Configuring how events are sent
A user interacts with your app: an event is generated and tracked using Tracker.track()
. But the event must be sent to your event collector, to enter your pipeline, before it has any value.
The Java tracker allows configuration of the network connection, event sending, and buffering of events. All of these configurations are contained within the NetworkConfiguration
and EmitterConfiguration
classes. The default configurations will be sufficient for many Snowplow users. The tables below show the different configuration options you can set.

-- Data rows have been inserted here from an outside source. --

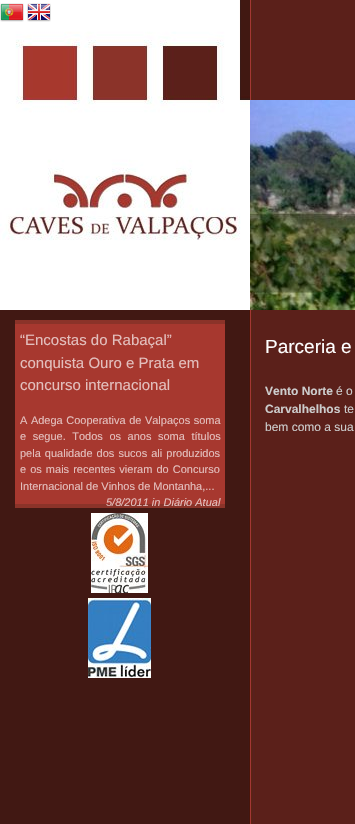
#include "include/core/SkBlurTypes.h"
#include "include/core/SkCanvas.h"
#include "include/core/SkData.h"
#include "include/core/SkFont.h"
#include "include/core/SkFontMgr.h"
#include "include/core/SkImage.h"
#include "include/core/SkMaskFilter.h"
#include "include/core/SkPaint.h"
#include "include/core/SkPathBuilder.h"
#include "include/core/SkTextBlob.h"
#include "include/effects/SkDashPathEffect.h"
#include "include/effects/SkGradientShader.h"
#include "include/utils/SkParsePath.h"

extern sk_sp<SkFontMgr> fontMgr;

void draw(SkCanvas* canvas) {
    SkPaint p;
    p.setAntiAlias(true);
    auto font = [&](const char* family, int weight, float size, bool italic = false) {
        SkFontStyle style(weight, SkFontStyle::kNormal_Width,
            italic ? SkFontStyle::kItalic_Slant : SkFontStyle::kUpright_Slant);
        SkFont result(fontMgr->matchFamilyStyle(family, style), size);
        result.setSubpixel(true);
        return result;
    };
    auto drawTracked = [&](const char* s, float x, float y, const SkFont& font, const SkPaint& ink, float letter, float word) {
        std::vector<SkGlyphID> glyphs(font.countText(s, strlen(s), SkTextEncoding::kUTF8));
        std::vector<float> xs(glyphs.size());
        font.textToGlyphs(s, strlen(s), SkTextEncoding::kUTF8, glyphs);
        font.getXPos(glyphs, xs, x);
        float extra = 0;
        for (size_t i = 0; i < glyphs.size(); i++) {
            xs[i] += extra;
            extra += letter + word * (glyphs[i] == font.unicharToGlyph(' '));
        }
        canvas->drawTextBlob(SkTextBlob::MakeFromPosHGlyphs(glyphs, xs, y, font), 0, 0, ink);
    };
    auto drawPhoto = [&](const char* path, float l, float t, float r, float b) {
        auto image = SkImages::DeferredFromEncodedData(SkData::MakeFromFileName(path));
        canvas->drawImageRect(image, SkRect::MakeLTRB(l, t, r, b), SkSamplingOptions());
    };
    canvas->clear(0xFF411813);
    drawPhoto("media/1.png", 240, 0, 355, 824);
    drawPhoto("media/2.png", 0, 0, 250, 310);
    drawPhoto("media/3.png", 0, 3, 24, 22);
    drawPhoto("media/4.png", 27, 3, 51, 22);
    drawPhoto("media/5.png", 250, 100, 355, 310);
    {
        const struct { float l, t, r, b; SkColor color; } items[] = {
            {15, 324, 225, 504, 0xFFA7382F},
            {15, 320, 225, 324, 0xFF8B3329},
            {15, 504, 225, 508, 0xFF8B3329},
        };
        for (auto [l, t, r, b, color] : items) {
            p.setColor(color);
            canvas->drawRect(SkRect::MakeLTRB(l, t, r, b), p);
        }
    }
    auto font1 = font("Liberation Sans", 400, 15);
    p.setColor(0xFFE3BFBD);
    {
        const struct { const char* s; float x, y; } items[] = {
            {"“Encostas do Rabaçal”", 20, 345},
            {"conquista Ouro e Prata em", 20, 368},
            {"concurso internacional", 20, 390},
        };
        for (auto [s, x, y] : items) {
            canvas->drawString(s, x, y, font1, p);
        }
    }
    auto font2 = font("Liberation Sans", 400, 11);
    drawTracked("A Adega Cooperativa de Valpaços soma", 20, 424, font2, p, 0, 0.5f);
    drawTracked("e segue. Todos os anos soma títulos", 20, 440, font2, p, 0, 3.5f);
    drawTracked("pela qualidade dos sucos ali produzidos", 20, 457, font2, p, 0, 1);
    drawTracked("e os mais recentes vieram do Concurso", 20, 473, font2, p, 0, 1);
    canvas->drawString("Internacional de Vinhos de Montanha,...", 20, 490, font2, p);
    auto font3 = font("Liberation Sans", 400, 11, true);
    canvas->drawString("5/8/2011 in Diário Atual", 106, 506, font3, p);
    drawPhoto("media/6.png", 91, 513, 148, 593);
    drawPhoto("media/7.png", 88, 598, 151, 678);
    auto font4 = font("Liberation Sans", 400, 19);
    p.setColor(0xFFFFFFFF);
    canvas->drawString("Parceria e", 265, 353, font4, p);
    auto font5 = font("Liberation Sans", 700, 12);
    p.setColor(0xFFCCCCCC);
    canvas->drawString("Vento Norte", 265, 395, font5, p);
    auto font6 = font("Liberation Sans", 400, 12);
    canvas->drawString("é o", 336, 395, font6, p);
    canvas->drawString("Carvalhelhos", 265, 413, font5, p);
    canvas->drawString("te", 344, 413, font6, p);
    canvas->drawString("bem como a sua", 265, 431, font6, p);
}
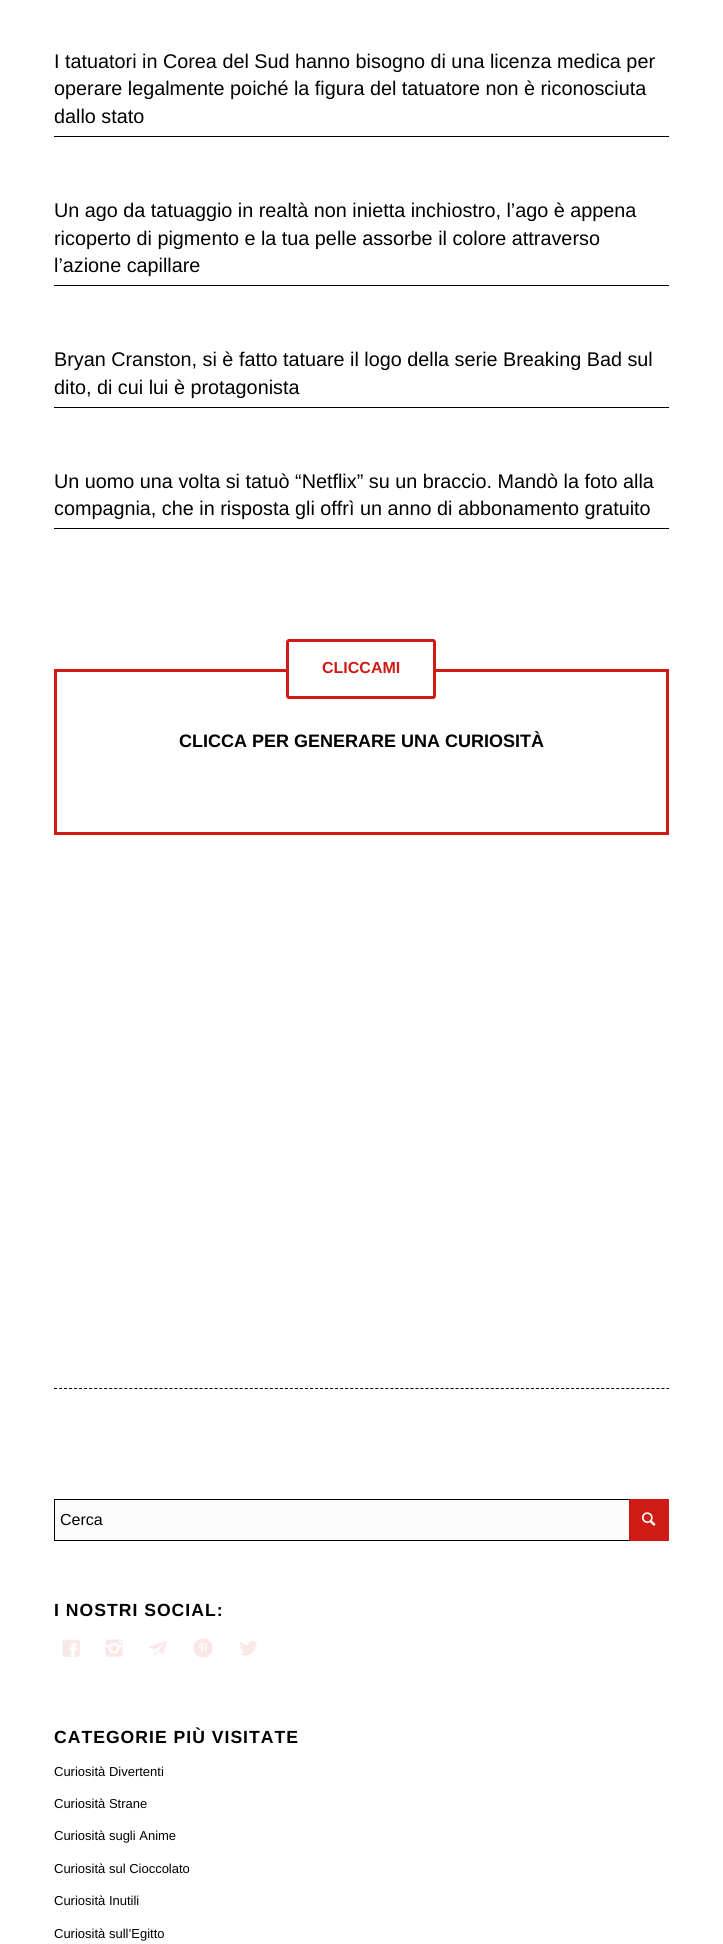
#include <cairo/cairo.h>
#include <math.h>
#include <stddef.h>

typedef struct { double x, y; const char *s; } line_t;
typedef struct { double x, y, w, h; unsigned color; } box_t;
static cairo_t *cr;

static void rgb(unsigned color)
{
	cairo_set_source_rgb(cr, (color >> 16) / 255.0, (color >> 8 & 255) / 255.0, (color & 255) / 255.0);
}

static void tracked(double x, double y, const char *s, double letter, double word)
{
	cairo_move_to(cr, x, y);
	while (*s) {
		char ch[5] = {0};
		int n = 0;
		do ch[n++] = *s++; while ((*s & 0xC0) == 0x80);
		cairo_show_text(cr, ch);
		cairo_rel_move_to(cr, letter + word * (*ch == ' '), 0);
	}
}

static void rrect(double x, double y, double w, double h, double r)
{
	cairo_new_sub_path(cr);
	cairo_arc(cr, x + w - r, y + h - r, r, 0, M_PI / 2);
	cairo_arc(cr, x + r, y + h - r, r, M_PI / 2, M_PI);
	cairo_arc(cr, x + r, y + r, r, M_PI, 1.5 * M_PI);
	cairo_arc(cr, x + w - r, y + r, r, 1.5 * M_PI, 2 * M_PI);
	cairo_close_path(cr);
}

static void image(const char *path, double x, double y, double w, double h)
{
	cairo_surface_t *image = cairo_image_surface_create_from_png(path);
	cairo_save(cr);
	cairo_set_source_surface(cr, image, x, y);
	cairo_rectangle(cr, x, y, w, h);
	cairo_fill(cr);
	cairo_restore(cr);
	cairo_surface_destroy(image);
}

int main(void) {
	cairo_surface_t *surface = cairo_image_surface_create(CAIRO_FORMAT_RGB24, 723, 1944);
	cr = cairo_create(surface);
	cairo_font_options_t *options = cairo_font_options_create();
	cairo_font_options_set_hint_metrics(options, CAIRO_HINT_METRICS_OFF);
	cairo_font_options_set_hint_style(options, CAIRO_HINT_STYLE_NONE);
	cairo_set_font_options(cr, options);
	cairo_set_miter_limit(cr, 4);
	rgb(0xffffff);
	cairo_paint(cr);
	{
		static const box_t items[] = {
			{54, 136, 615, 1, 0x000000},
			{54, 285, 615, 1, 0x000000},
			{54, 407, 615, 1, 0x000000},
			{54, 528, 615, 1, 0x000000},
		};
		for (size_t i = 0; i < sizeof items / sizeof *items; i++) {
			rgb(items[i].color);
			cairo_rectangle(cr, items[i].x, items[i].y, items[i].w, items[i].h);
			cairo_fill(cr);
		}
	}
	cairo_rectangle(cr, 55.5, 670.5, 612, 163);
	rgb(0xcf1b15);
	cairo_set_line_width(cr, 3);
	cairo_stroke(cr);
	rgb(0xffffff);
	rrect(287.5, 640.5, 147, 57, 1.5);
	cairo_fill_preserve(cr);
	rgb(0xcf1b15);
	cairo_stroke(cr);
	cairo_new_path(cr);
	cairo_move_to(cr, 54, 1388.5);
	cairo_line_to(cr, 669, 1388.5);
	rgb(0x000000);
	cairo_set_line_width(cr, 1);
	cairo_set_dash(cr, (double[]){3, 2.02}, 2, 0);
	cairo_stroke(cr);
	rgb(0xfcfcfc);
	cairo_rectangle(cr, 55, 1500, 574, 40);
	cairo_fill(cr);
	cairo_rectangle(cr, 54.5, 1499.5, 614, 41);
	rgb(0x000000);
	cairo_set_dash(cr, NULL, 0, 0);
	cairo_stroke(cr);
	rgb(0xcf1b15);
	cairo_rectangle(cr, 629, 1499, 40, 42);
	cairo_fill(cr);
	image("img/1.png", 642, 1512, 14, 14);
	image("img/2.png", 62, 1639, 18, 18);
	image("img/3.png", 105, 1639, 18, 18);
	image("img/4.png", 148, 1641, 19, 15);
	image("img/5.png", 193, 1638, 20, 20);
	image("img/6.png", 240, 1640, 18, 16);
	cairo_select_font_face(cr, "Liberation Sans", CAIRO_FONT_SLANT_NORMAL, CAIRO_FONT_WEIGHT_NORMAL);
	cairo_set_font_size(cr, 19.8);
	rgb(0x000000);
	{
		static const line_t items[] = {
			{54, 68, "I tatuatori in Corea del Sud hanno bisogno di una licenza medica per"},
			{54, 95, "operare legalmente poiché la figura del tatuatore non è riconosciuta"},
			{54, 123, "dallo stato"},
			{54, 217, "Un ago da tatuaggio in realtà non inietta inchiostro, l’ago è appena"},
			{54, 245, "ricoperto di pigmento e la tua pelle assorbe il colore attraverso"},
			{54, 272, "l’azione capillare"},
			{54, 366, "Bryan Cranston, si è fatto tatuare il logo della serie Breaking Bad sul"},
			{54, 394, "dito, di cui lui è protagonista"},
			{54, 488, "Un uomo una volta si tatuò “Netflix” su un braccio. Mandò la foto alla"},
			{54, 515, "compagnia, che in risposta gli offrì un anno di abbonamento gratuito"},
		};
		for (size_t i = 0; i < sizeof items / sizeof *items; i++) {
			cairo_move_to(cr, items[i].x, items[i].y);
			cairo_show_text(cr, items[i].s);
		}
	}
	cairo_select_font_face(cr, "Liberation Sans", CAIRO_FONT_SLANT_NORMAL, CAIRO_FONT_WEIGHT_BOLD);
	cairo_set_font_size(cr, 16);
	rgb(0xcf1b15);
	cairo_move_to(cr, 322, 673);
	cairo_show_text(cr, "CLICCAMI");
	cairo_set_font_size(cr, 18);
	rgb(0x000000);
	cairo_move_to(cr, 179, 747);
	cairo_show_text(cr, "CLICCA PER GENERARE UNA CURIOSITÀ");
	cairo_select_font_face(cr, "Liberation Sans", CAIRO_FONT_SLANT_NORMAL, CAIRO_FONT_WEIGHT_NORMAL);
	cairo_set_font_size(cr, 16);
	cairo_move_to(cr, 60, 1525);
	cairo_show_text(cr, "Cerca");
	cairo_select_font_face(cr, "Liberation Sans", CAIRO_FONT_SLANT_NORMAL, CAIRO_FONT_WEIGHT_BOLD);
	cairo_set_font_size(cr, 17.6);
	tracked(54, 1616, "I NOSTRI SOCIAL:", 1, 0);
	tracked(54, 1743, "CATEGORIE PIÙ VISITATE", 1, 0);
	cairo_select_font_face(cr, "Liberation Sans", CAIRO_FONT_SLANT_NORMAL, CAIRO_FONT_WEIGHT_NORMAL);
	cairo_set_font_size(cr, 13);
	{
		static const line_t items[] = {
			{54, 1776, "Curiosità Divertenti"},
			{54, 1808, "Curiosità Strane"},
			{54, 1840, "Curiosità sugli Anime"},
			{54, 1873, "Curiosità sul Cioccolato"},
			{54, 1905, "Curiosità Inutili"},
			{54, 1938, "Curiosità sull’Egitto"},
		};
		for (size_t i = 0; i < sizeof items / sizeof *items; i++) {
			cairo_move_to(cr, items[i].x, items[i].y);
			cairo_show_text(cr, items[i].s);
		}
	}
	cairo_surface_write_to_png(surface, "page.png");
	cairo_font_options_destroy(options);
	cairo_destroy(cr);
	cairo_surface_destroy(surface);
	return 0;
}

Using NetworkConfiguration
:
NetworkConfiguration | Description | Required? |
---|---|---|
collectorUrl | Event collector endpoint | Yes, unless an HttpClientAdapter is provided |
httpClientAdapter | HttpClientAdapter object | No |
cookieJar | OkHttp CookieJar object | No |
The URL path for your collector endpoint should include the protocol, "http" or "https".
Using EmitterConfiguration
:
EmitterConfiguration | Description | Required? | Default |
---|---|---|---|
batchSize | Number of events to batch into one request | No | 50 |
bufferCapacity | Maximum number of events buffered | No | 10 000 |
eventStore | EventStore object | No | |
customRetryForStatusCodes | Map of HTTP status codes to retry or not | No | |
threadCount | Number of threads to use | No | 50 |
requestExecutorService | ScheduledExecutorService object | No | |
callback | EmitterCallback object | No |
See the API docs for the full NetworkConfiguration and EmitterConfiguration details.
The default Emitter
is the BatchEmitter
, which sends events asynchronously in batches using POST requests. If you need to send events synchronously, or with GET requests, we have provided an Emitter
interface so you can create your own.
To create a Tracker
manually, start by initialising an Emitter
. The simplest BatchEmitter
initialisation looks like this:
BatchEmitter emitter = new BatchEmitter(new NetworkConfiguration("http://collectorEndpoint"));
When an Event
is tracked using Tracker.track()
, a payload (TrackerPayload
) is generated from the Event
. The payload is added to the BatchEmitter
's InMemoryEventStore
buffer. This triggers a check on the size of the buffer. The number of stored events is compared with the configured batchSize
; the default is 50 events per batch. If there are enough events, a batch's worth is asynchronously removed from the buffer for sending. The BatchEmitter
prepares a request payload containing all the event payloads, and attempts to send it. On receiving a successful HTTP response code (2xx), the events are considered sent, and permanently deleted from the buffer.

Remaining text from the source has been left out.